Go through the records and show each line where the word "KPOTA" occurs.
- Opening Delimiter -
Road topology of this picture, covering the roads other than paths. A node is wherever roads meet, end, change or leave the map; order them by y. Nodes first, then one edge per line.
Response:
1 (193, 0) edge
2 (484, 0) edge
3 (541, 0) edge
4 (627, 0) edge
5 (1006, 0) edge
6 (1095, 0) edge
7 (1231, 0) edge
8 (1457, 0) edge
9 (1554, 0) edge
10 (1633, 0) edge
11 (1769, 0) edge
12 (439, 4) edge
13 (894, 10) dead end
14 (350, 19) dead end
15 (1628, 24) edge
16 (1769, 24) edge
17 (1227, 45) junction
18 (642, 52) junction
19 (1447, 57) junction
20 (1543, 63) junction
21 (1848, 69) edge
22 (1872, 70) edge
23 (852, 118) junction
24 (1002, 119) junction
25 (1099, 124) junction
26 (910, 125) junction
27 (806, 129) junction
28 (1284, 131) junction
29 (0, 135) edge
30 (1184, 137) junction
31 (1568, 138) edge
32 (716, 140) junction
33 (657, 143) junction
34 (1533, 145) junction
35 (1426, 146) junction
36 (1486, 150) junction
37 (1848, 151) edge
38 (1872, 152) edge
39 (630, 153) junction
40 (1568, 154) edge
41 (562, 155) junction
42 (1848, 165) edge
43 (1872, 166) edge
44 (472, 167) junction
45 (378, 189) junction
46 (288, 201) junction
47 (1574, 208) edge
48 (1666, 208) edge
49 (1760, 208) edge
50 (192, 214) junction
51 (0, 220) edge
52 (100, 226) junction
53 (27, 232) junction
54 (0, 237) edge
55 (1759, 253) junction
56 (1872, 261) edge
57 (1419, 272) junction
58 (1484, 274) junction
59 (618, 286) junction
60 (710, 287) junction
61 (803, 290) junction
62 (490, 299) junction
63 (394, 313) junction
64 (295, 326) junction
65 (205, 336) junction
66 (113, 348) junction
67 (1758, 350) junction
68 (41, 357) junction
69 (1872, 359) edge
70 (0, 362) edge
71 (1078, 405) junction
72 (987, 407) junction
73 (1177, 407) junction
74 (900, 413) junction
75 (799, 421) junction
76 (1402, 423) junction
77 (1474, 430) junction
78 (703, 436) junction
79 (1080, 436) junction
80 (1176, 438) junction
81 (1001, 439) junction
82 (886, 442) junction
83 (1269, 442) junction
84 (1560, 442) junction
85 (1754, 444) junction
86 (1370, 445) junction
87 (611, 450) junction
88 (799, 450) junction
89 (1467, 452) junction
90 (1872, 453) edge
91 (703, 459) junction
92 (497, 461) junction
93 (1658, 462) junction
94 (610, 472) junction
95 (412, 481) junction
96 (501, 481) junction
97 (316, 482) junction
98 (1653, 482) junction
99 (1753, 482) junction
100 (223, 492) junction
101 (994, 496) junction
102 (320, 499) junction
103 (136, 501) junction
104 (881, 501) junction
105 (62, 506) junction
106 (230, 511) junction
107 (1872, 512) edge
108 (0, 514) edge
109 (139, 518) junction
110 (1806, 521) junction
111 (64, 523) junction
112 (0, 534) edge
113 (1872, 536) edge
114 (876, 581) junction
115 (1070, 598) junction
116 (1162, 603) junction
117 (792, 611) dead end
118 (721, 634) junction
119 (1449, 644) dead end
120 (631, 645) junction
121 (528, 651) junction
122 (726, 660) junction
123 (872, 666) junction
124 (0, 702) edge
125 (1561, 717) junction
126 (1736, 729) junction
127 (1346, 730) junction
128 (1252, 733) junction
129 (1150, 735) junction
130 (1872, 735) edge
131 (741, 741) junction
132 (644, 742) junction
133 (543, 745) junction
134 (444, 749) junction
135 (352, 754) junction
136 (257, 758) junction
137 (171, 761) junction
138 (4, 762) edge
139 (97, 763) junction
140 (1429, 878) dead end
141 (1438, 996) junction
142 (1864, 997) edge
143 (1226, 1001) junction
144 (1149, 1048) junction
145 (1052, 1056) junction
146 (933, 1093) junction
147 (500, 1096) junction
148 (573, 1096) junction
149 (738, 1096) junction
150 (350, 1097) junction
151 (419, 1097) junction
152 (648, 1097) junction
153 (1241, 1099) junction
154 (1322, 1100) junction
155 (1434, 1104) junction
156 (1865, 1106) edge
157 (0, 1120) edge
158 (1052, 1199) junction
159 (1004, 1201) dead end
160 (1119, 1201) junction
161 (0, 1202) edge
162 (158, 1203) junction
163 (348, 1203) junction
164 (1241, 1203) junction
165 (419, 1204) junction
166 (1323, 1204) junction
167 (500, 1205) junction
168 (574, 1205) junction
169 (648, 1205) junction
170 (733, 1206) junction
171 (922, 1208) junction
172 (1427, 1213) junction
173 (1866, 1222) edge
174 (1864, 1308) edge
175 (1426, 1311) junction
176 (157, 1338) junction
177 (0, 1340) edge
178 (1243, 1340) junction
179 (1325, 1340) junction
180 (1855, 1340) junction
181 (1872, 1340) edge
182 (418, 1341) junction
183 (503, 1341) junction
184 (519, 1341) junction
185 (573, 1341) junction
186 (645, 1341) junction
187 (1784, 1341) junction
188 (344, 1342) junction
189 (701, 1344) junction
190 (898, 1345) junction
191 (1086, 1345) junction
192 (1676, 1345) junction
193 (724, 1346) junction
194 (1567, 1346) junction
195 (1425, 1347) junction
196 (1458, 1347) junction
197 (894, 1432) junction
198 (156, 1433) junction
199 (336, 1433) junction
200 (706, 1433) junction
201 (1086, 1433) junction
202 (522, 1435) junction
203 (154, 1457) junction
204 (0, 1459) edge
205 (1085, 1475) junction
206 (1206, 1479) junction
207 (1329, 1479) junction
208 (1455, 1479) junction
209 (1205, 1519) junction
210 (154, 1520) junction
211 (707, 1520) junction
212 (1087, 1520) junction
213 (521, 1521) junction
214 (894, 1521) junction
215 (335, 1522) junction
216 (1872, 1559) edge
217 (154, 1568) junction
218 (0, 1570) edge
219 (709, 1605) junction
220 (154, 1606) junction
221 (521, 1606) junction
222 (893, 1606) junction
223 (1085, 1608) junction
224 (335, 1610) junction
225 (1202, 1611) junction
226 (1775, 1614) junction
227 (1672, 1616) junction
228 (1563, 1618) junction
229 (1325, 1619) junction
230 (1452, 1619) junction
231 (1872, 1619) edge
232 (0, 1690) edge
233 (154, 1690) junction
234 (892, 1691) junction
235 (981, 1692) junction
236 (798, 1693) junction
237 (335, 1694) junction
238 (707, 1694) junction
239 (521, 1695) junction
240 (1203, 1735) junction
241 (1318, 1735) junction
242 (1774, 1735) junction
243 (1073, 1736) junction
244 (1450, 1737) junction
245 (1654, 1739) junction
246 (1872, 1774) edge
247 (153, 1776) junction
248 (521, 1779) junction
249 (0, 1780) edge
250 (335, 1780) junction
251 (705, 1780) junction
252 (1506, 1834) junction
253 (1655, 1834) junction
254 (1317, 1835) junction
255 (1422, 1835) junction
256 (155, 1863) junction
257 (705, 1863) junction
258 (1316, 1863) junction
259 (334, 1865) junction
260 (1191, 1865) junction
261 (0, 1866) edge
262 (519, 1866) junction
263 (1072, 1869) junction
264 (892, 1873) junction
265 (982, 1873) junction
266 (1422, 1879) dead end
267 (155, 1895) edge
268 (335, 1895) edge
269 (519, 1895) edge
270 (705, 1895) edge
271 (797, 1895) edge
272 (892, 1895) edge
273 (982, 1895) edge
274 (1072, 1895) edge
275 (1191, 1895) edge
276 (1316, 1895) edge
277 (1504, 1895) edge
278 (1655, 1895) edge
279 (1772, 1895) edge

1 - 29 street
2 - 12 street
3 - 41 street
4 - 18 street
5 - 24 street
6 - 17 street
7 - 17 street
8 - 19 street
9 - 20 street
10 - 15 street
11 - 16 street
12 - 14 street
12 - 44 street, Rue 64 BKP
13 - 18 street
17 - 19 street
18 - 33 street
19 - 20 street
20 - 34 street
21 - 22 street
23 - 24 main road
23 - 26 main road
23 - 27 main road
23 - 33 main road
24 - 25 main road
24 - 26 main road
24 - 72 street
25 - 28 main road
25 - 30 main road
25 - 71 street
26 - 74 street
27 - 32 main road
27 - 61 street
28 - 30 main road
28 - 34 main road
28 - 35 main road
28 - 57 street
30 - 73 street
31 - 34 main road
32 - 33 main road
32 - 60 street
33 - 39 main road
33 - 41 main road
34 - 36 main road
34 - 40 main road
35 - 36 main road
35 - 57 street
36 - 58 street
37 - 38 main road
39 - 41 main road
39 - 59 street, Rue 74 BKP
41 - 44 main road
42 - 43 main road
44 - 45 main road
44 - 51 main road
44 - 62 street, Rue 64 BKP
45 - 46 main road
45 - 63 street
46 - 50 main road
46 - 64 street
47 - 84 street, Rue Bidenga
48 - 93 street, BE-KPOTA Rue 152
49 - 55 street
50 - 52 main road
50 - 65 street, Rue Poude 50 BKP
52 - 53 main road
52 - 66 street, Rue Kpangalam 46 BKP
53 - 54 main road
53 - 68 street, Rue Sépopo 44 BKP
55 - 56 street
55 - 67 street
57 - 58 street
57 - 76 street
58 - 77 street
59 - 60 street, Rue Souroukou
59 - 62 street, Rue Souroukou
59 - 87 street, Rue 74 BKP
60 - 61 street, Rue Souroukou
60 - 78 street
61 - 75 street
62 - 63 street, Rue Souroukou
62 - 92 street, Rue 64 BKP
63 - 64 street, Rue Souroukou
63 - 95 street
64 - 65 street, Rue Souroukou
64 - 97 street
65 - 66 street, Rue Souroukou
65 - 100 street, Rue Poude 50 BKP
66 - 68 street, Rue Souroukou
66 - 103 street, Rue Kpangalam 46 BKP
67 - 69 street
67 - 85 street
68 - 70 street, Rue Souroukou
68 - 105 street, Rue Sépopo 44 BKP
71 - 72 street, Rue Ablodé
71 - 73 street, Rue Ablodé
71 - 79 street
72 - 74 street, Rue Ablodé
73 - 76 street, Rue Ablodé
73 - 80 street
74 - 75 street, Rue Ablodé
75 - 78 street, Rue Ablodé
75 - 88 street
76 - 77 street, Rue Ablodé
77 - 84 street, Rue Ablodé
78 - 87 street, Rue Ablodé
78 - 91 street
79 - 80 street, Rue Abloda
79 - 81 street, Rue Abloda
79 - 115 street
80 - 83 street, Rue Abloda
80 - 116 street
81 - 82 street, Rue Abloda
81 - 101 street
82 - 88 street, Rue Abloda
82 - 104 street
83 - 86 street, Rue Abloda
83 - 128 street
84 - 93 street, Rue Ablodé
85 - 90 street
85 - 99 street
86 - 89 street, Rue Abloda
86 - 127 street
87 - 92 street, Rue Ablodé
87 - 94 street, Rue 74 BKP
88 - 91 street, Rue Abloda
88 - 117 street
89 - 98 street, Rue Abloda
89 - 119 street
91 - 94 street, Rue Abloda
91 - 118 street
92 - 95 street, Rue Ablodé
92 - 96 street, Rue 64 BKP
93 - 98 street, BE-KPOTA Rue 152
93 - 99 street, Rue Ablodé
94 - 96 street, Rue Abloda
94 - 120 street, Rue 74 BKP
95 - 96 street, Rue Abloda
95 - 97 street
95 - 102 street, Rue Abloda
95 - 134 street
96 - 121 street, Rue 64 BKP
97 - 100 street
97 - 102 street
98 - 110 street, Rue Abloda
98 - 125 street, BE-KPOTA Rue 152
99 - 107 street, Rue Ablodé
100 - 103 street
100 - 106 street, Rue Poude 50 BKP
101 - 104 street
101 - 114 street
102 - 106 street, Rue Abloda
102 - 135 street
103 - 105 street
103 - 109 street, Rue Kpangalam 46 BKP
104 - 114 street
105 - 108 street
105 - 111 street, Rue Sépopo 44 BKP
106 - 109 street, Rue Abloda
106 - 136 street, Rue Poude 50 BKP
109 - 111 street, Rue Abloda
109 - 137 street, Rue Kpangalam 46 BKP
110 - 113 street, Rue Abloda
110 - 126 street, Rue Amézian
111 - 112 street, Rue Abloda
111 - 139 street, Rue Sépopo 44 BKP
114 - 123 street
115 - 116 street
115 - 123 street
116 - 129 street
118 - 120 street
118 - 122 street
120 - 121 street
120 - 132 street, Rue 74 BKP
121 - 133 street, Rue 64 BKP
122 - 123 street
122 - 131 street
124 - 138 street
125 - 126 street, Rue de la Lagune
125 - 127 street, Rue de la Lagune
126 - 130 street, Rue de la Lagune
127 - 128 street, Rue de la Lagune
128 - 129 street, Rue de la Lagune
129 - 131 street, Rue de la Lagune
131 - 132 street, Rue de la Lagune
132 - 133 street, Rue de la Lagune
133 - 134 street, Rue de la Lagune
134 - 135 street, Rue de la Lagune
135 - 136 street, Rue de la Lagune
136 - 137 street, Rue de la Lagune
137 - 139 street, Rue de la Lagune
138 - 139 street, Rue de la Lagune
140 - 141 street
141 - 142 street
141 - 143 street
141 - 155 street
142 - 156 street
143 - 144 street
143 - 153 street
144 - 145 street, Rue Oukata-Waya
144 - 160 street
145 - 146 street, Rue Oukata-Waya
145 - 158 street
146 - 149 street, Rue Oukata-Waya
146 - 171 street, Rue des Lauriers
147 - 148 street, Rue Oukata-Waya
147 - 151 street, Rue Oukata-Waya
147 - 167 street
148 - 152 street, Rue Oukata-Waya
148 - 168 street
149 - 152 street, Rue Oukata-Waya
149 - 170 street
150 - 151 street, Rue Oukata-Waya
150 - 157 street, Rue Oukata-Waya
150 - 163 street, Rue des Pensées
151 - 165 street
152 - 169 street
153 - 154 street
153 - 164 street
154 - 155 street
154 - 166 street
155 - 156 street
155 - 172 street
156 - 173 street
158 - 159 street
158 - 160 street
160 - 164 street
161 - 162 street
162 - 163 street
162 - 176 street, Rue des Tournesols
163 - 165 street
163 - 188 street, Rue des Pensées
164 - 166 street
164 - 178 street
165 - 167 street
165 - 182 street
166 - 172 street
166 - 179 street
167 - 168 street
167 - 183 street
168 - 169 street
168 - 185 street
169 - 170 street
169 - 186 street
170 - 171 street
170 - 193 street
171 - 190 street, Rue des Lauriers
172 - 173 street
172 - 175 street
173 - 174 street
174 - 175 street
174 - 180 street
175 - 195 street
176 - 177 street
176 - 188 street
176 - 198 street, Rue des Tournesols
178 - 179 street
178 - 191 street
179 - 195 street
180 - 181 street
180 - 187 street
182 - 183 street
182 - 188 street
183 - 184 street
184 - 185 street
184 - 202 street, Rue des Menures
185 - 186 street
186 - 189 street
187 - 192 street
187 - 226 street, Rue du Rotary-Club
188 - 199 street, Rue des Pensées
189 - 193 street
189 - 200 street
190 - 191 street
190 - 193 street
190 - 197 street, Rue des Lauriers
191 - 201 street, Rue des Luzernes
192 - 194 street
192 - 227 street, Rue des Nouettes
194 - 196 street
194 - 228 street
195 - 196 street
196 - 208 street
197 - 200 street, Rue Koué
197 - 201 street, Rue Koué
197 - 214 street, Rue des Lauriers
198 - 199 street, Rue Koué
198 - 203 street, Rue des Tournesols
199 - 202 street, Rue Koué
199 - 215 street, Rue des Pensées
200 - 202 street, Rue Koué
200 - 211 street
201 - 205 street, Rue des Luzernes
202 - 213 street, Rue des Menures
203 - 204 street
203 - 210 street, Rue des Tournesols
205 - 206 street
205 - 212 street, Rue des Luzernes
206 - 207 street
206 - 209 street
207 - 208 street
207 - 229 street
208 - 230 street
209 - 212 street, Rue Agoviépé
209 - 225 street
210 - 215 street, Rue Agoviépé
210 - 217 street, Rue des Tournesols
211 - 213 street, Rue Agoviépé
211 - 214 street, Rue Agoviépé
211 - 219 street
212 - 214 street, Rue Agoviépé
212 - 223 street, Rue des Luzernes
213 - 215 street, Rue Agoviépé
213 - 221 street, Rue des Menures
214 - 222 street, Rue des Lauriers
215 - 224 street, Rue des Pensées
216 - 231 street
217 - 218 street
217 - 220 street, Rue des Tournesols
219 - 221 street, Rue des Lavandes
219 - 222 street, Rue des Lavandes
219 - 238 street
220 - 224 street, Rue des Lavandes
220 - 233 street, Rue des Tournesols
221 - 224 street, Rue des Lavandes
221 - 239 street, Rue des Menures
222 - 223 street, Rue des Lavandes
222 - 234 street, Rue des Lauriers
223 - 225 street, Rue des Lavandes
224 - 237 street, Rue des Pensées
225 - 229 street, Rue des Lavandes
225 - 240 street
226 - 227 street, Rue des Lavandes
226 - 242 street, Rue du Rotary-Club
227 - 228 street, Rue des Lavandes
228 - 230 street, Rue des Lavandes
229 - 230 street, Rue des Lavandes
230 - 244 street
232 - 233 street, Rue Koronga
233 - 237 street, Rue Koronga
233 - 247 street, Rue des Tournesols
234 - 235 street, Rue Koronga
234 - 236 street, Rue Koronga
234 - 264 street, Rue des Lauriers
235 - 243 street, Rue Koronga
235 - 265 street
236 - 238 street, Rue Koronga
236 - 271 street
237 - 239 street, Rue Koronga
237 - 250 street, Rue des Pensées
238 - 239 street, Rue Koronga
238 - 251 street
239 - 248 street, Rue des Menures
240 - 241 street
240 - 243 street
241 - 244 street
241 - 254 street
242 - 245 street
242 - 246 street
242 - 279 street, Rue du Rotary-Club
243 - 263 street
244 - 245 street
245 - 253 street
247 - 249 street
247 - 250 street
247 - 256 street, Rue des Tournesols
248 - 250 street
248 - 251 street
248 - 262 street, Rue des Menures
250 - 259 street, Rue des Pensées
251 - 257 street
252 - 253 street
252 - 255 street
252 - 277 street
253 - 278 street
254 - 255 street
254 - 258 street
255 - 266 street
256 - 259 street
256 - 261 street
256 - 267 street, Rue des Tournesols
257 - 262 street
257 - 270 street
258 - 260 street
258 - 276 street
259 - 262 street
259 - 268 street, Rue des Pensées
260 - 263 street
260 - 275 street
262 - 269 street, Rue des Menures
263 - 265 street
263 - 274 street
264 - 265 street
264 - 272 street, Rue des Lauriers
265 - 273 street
- Closing Delimiter -
| Result of this task |
48 - 93 street, BE-KPOTA Rue 152
93 - 98 street, BE-KPOTA Rue 152
98 - 125 street, BE-KPOTA Rue 152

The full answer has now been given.